Changing item type permissions
By default, deployments of i2 Analyze do not define item type permissions. All users can see records of all types, provided that per-record security does not prevent them from doing so. To define or subsequently modify item type permissions, you must edit and redeploy the type access configuration.
Before you begin
The type access configuration is one of a group of configuration files that you can modify and send
to the i2 Analyze server without the need for system downtime. These files are stored in
the toolkit/configuration/live
directory.
To enable updating the server without the need to restart it, ensure that you have access to a
command-line tool such as postman
or curl
.
Procedure
Edit the configuration file:
If you do not already have one, obtain and configure an XML editor.

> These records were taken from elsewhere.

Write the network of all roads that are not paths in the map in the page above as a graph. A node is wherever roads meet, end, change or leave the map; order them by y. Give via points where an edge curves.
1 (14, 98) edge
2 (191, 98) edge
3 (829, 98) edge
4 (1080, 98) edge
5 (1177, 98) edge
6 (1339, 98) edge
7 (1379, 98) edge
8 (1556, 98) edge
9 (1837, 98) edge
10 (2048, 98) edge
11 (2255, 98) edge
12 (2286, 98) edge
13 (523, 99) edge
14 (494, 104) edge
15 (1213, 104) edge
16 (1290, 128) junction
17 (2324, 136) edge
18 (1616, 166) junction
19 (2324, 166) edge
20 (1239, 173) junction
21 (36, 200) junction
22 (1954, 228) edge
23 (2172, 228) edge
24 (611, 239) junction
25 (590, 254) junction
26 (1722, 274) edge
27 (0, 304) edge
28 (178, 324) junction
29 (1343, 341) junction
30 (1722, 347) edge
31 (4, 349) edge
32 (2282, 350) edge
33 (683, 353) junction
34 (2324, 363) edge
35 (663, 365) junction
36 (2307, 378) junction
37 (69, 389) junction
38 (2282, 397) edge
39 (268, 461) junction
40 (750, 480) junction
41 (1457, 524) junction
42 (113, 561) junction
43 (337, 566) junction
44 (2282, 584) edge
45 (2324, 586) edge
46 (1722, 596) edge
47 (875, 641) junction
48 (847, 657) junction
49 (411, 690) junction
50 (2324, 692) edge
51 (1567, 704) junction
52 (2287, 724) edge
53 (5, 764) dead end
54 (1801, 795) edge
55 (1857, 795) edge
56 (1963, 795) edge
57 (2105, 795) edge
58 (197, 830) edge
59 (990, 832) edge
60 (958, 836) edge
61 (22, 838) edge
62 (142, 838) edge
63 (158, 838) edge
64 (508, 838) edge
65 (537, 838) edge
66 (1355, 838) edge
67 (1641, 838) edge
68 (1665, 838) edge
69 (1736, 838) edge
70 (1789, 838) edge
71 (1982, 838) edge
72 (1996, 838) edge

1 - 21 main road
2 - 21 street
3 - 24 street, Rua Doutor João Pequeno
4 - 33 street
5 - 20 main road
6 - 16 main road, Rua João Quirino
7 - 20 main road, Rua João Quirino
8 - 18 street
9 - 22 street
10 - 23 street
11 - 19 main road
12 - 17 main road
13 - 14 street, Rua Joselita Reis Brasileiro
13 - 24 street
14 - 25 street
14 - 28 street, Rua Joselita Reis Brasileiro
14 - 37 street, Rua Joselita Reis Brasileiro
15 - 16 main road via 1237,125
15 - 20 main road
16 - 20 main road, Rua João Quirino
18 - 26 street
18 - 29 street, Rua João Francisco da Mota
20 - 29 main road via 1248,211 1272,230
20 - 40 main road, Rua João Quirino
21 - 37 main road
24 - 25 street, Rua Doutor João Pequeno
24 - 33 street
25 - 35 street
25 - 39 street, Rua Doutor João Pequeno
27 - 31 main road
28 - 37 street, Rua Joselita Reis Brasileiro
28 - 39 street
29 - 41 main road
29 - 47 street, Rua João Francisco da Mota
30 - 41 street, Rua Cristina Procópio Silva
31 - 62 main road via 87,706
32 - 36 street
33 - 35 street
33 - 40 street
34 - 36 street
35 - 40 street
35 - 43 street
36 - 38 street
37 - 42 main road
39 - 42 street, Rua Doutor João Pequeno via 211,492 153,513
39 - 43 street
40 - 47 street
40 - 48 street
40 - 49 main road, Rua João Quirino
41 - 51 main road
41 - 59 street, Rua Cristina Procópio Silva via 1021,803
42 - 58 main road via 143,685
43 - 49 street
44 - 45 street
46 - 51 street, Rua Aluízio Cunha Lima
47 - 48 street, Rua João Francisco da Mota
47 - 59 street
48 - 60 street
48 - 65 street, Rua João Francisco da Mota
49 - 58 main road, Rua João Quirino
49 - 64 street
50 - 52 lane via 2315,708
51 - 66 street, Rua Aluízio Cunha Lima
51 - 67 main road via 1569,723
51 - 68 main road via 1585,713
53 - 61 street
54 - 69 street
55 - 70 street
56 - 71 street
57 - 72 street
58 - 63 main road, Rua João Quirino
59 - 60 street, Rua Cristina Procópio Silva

In the XML editor, open the
toolkit/configuration/live/type-access-configuration.xml
file.Using the reference and example information, modify the file to define the type access permissions that you need.
Update the deployment with your changes.
The following method deploys your changes without stopping the server, through a POST request to a REST endpoint.
To redeploy your changes using only the deployment toolkit, see Redeploying Liberty.
You must use the deployment toolkit if you are in a deployment with high availability, or if you are deploying to your production environment.
At the command line, navigate to the
toolkit/scripts
directory.Update the server with your configuration file:
setup -t updateLiveConfiguration
Update the running application by using the
reload
endpoint. Make sure that you provide the credentials of a user with administration rights:curl -i --cookie-jar cookie.txt -d j_username=<user_name> -d j_password=<password> http://<host_name>/<context_root>/j_security_check curl -i --cookie cookie.txt -X POST http://<host_name>/<context_root>/api/v1/admin/config/reload
Warning:
reload
updates the configuration without requiring a server restart, but any logged-in users are logged out from i2 Analyze when you run it.The server validates the item type configuration as it loads, and returns any errors in its response.
Test the new and updated item type permissions.
A good way to verify that your item type security configuration is loaded correctly is to call connector or gateway schema endpoints and search the response body for an item type that the current user should not be able to see.